Records for the exercise: Begin
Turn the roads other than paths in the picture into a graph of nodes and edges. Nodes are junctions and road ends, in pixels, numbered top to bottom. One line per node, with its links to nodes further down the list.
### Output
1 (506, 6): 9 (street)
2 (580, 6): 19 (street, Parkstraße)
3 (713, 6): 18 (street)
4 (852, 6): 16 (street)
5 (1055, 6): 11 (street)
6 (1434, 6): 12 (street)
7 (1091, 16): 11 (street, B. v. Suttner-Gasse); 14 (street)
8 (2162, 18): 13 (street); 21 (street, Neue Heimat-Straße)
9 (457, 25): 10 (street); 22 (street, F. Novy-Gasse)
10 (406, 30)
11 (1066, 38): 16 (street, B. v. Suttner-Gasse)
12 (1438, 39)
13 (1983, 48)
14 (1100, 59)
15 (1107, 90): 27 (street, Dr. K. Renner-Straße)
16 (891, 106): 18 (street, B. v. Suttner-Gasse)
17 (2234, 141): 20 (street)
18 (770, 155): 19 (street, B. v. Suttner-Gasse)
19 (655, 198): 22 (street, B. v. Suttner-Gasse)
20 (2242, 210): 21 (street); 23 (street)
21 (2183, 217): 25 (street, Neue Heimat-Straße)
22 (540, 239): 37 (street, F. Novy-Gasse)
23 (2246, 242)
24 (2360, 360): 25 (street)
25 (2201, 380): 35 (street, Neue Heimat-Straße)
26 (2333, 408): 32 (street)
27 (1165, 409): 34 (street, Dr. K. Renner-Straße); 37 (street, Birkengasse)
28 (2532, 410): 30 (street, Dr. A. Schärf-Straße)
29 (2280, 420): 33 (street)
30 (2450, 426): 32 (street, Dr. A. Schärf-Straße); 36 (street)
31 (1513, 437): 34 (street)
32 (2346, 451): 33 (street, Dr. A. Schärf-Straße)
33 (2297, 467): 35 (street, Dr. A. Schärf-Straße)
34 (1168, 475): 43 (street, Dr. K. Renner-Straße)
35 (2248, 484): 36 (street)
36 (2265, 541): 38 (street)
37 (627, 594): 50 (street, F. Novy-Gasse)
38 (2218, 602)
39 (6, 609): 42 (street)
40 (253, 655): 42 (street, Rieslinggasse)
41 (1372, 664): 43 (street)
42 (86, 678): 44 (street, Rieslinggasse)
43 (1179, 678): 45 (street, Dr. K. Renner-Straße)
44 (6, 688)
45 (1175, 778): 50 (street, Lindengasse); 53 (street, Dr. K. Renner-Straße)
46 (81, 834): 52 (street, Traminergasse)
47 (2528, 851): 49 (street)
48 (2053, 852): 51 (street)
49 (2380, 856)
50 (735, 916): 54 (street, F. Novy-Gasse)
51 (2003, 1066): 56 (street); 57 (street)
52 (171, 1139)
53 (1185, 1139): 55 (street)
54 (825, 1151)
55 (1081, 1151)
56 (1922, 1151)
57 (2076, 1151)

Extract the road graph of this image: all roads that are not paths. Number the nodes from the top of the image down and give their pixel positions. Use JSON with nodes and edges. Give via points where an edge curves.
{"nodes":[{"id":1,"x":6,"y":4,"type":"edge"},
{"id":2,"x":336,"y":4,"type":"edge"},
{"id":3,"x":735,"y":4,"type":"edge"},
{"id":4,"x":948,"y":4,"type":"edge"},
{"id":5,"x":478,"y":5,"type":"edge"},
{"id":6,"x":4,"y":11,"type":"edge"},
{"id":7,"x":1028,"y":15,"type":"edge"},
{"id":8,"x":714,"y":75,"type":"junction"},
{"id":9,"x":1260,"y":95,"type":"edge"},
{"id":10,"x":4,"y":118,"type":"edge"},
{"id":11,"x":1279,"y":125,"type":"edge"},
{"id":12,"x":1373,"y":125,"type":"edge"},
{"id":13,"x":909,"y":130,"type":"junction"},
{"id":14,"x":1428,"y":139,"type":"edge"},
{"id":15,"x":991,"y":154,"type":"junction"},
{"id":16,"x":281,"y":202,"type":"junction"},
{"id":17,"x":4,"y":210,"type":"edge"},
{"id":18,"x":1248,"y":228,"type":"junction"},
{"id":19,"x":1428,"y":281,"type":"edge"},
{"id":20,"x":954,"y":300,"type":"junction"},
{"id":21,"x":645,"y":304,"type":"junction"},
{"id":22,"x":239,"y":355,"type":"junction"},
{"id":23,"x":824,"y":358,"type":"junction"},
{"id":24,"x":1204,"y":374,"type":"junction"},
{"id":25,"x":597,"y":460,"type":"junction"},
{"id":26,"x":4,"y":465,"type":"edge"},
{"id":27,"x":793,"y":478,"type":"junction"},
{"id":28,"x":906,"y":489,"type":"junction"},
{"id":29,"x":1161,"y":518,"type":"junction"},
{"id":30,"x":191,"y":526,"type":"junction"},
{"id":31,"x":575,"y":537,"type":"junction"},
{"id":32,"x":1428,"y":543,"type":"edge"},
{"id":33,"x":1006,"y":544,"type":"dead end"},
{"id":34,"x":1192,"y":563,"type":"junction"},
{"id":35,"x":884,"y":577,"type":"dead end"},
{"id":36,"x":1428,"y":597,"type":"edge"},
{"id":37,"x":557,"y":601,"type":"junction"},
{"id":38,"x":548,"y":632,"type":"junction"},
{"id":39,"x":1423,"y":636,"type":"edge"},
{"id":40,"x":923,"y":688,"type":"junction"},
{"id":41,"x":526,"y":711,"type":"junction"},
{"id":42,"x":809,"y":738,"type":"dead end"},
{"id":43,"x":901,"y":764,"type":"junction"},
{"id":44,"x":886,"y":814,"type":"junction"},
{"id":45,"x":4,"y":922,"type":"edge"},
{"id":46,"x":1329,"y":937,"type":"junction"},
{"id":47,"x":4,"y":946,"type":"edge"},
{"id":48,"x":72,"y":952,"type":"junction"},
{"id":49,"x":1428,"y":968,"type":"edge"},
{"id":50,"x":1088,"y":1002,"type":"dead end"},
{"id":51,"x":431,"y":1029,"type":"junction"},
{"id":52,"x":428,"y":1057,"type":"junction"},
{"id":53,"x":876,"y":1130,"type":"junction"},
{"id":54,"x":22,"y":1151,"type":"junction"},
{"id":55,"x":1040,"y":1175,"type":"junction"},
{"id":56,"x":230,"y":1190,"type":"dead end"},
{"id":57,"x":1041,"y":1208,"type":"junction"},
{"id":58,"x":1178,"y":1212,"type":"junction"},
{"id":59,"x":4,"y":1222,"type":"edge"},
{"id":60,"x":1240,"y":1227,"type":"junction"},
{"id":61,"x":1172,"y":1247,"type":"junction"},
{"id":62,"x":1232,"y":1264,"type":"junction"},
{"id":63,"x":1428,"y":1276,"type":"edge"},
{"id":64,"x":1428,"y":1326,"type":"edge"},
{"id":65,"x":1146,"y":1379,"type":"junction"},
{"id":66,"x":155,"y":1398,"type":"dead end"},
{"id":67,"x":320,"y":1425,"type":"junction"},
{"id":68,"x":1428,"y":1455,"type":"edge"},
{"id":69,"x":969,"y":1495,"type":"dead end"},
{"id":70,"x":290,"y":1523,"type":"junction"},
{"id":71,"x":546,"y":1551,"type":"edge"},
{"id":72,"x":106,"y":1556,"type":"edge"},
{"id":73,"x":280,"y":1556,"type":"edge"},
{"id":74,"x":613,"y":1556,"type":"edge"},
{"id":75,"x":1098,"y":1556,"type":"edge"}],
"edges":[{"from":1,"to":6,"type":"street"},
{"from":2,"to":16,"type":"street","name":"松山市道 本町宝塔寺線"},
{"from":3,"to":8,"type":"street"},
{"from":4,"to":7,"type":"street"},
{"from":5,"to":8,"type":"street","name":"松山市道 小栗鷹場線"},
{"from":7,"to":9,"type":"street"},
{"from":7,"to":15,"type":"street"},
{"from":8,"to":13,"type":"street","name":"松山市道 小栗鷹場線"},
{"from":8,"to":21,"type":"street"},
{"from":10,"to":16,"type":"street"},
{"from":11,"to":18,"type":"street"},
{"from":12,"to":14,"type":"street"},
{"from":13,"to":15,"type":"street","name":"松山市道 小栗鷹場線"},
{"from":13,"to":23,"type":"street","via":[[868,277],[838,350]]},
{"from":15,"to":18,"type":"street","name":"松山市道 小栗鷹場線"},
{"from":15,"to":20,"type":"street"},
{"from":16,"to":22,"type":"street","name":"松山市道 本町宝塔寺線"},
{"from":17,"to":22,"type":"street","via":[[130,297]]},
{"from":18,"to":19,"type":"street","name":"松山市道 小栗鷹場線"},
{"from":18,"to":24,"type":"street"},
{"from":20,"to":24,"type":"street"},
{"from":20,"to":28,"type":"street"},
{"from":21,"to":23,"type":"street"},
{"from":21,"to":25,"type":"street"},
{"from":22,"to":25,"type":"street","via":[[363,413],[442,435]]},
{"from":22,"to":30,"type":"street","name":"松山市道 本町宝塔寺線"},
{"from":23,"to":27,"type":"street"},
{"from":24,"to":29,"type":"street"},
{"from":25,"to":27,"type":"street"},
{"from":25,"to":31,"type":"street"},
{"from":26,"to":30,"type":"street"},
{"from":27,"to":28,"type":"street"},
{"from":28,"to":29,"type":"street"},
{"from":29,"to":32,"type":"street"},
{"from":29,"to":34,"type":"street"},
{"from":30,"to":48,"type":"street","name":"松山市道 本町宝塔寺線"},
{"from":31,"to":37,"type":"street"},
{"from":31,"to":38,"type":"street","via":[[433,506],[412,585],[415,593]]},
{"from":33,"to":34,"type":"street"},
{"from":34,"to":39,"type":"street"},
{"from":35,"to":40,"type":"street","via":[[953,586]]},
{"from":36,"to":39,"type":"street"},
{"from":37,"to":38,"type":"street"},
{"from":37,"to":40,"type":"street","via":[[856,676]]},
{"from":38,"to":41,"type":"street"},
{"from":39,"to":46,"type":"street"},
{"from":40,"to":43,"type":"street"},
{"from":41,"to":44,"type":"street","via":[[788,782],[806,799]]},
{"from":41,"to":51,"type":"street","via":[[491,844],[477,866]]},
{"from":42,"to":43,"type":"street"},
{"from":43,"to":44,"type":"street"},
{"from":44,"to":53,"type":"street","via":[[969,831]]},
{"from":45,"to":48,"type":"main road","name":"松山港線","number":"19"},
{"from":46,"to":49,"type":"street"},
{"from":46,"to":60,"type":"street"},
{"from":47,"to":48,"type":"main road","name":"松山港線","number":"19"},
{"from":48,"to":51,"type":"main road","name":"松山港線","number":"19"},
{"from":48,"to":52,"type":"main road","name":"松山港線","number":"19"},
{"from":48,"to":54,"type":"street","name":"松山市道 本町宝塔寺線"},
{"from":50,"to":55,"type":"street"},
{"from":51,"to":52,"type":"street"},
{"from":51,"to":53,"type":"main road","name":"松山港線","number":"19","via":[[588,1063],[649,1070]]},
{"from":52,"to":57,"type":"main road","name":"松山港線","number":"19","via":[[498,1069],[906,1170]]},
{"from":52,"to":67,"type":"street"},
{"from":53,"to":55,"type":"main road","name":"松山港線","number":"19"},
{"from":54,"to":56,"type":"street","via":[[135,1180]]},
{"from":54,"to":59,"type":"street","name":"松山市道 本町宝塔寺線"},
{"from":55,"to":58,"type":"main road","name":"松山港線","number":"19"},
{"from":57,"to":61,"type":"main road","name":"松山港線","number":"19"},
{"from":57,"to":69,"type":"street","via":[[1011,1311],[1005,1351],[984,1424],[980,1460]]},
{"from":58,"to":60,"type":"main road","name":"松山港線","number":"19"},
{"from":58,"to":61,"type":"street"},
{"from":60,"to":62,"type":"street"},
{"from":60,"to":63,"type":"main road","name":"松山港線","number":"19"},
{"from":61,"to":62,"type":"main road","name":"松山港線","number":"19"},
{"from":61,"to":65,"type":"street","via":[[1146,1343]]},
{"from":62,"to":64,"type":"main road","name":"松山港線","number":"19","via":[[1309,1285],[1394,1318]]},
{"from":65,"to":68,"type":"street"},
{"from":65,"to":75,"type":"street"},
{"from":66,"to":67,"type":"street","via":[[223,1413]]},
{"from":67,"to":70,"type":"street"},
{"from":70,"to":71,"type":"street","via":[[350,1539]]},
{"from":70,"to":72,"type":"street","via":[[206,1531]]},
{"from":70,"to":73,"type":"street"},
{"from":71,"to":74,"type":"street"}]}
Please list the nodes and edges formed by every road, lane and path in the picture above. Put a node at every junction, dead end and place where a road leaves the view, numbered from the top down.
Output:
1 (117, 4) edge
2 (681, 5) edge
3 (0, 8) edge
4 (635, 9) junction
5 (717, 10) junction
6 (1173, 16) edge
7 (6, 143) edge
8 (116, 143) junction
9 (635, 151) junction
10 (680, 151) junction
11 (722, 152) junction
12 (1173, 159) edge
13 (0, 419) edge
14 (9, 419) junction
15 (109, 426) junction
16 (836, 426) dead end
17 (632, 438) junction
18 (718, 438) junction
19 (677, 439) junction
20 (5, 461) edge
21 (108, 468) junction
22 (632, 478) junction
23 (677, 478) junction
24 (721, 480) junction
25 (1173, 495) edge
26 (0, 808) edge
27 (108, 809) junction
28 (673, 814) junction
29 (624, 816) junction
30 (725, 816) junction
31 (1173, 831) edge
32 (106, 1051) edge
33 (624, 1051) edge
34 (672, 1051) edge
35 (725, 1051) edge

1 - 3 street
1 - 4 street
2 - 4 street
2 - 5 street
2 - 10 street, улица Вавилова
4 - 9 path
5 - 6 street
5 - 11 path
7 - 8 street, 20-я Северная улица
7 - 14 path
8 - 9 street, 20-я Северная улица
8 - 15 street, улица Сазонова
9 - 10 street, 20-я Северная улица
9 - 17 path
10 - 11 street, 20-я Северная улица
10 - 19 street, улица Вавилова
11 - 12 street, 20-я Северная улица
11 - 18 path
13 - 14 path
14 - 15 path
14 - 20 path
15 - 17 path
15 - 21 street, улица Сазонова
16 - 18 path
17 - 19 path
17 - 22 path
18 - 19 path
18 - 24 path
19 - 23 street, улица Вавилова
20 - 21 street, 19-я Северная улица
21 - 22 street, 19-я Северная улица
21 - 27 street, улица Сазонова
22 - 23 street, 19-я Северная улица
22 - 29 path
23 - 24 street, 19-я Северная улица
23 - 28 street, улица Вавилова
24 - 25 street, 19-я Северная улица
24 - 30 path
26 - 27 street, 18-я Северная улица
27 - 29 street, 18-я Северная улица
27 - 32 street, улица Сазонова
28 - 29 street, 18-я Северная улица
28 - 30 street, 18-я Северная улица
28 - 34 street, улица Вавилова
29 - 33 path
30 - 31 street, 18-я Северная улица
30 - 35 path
Records for the exercise: End
Task item
Lines in the data that hold "Вавилова" must be located and copied.

Answer for this exercise
2 - 10 street, улица Вавилова
10 - 19 street, улица Вавилова
19 - 23 street, улица Вавилова
23 - 28 street, улица Вавилова
28 - 34 street, улица Вавилова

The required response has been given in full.